The normal way of connecting a button is between the pin and 0V, use the internal pull up resistors and don't use an external resistor at all.
Using an interrupt is not generally appropriate for detecting a button press, look in the examples in the IDE under 02. Digital / button and debounce and digital input pullup and state change detection. All these are relevant to how you use a button as an input.
Beginner's mistake to assume you need interrupts for push-buttons.
Just poll the pin in loop().
That should be more than fast enough for human-operated buttons.
Connect the button between pin and ground, and enable internal pull up with pinMode in setup.

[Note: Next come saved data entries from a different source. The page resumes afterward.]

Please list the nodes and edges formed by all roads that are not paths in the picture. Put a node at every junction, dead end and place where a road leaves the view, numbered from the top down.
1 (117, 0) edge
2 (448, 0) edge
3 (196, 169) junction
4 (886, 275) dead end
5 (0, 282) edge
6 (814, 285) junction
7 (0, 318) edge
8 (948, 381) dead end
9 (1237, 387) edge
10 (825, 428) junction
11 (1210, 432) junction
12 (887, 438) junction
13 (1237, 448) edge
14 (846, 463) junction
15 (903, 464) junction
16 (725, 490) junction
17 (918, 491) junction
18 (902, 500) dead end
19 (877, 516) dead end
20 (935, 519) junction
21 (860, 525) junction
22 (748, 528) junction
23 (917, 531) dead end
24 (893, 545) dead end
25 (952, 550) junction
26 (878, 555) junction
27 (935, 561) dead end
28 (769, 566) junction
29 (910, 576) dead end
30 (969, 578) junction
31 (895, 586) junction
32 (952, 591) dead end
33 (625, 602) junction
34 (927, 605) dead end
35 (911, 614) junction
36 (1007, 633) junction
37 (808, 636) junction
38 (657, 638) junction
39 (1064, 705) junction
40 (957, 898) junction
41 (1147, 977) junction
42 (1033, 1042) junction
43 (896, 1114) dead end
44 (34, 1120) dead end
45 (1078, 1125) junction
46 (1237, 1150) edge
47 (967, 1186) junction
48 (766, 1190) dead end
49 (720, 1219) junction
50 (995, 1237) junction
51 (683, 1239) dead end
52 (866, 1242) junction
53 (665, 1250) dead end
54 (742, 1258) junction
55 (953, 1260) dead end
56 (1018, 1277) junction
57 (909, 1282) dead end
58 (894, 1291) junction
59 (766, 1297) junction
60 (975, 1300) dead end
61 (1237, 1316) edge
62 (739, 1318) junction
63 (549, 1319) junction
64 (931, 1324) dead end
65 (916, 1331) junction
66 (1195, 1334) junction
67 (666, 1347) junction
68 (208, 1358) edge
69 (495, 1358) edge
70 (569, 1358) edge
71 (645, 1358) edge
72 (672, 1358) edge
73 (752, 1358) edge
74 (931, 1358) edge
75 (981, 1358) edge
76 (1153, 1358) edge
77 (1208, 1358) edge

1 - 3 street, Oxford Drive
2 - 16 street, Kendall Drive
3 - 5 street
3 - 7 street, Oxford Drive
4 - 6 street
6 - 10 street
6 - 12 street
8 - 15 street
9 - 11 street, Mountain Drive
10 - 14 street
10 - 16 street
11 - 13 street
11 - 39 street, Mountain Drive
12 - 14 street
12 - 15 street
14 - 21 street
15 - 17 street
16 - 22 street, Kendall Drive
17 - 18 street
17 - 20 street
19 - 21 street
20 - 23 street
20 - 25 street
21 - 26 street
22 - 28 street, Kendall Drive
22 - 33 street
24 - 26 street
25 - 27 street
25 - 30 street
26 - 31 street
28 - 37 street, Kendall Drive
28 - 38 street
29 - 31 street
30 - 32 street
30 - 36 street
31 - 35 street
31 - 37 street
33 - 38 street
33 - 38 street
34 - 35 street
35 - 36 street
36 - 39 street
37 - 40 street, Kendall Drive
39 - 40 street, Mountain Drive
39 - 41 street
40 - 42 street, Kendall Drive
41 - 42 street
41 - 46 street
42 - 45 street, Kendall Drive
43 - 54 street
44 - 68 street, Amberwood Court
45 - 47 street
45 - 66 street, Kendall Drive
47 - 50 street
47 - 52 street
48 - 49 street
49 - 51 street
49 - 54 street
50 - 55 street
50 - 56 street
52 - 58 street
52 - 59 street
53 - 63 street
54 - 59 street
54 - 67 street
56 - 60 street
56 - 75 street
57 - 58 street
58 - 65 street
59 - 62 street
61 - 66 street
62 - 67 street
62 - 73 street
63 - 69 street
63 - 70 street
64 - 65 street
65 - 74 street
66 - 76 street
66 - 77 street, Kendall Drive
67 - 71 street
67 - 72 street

pinMode(buttonPin, INPUT_PULLUP);
No resistors needed.
Leo..
thank you!
Some uses of resistors are non-critical - here the pull-up or pull-down resistor for a button just has to be
much larger in resistance than the switch and much lower in resistance than allows noise pick-up. Since switches
are 0.1 ohms or so, and noise pick-up starts at around 1M for short wires and perhaps 100k..30k for longer
wires its typical to see pull-up and pull-down resistors of 1k to 10k range. Supply voltage is immaterial.
If you were choosing a resistor to limit current to an LED the value is much more important, but high
precision isn't needed at all. The difference between 5V and 3V supply would impact this choice.
If part of a wheatstone bridge measuring circuit the resistor value would be extremely important as would
its stability with time and temperature. You'd be using a calculator.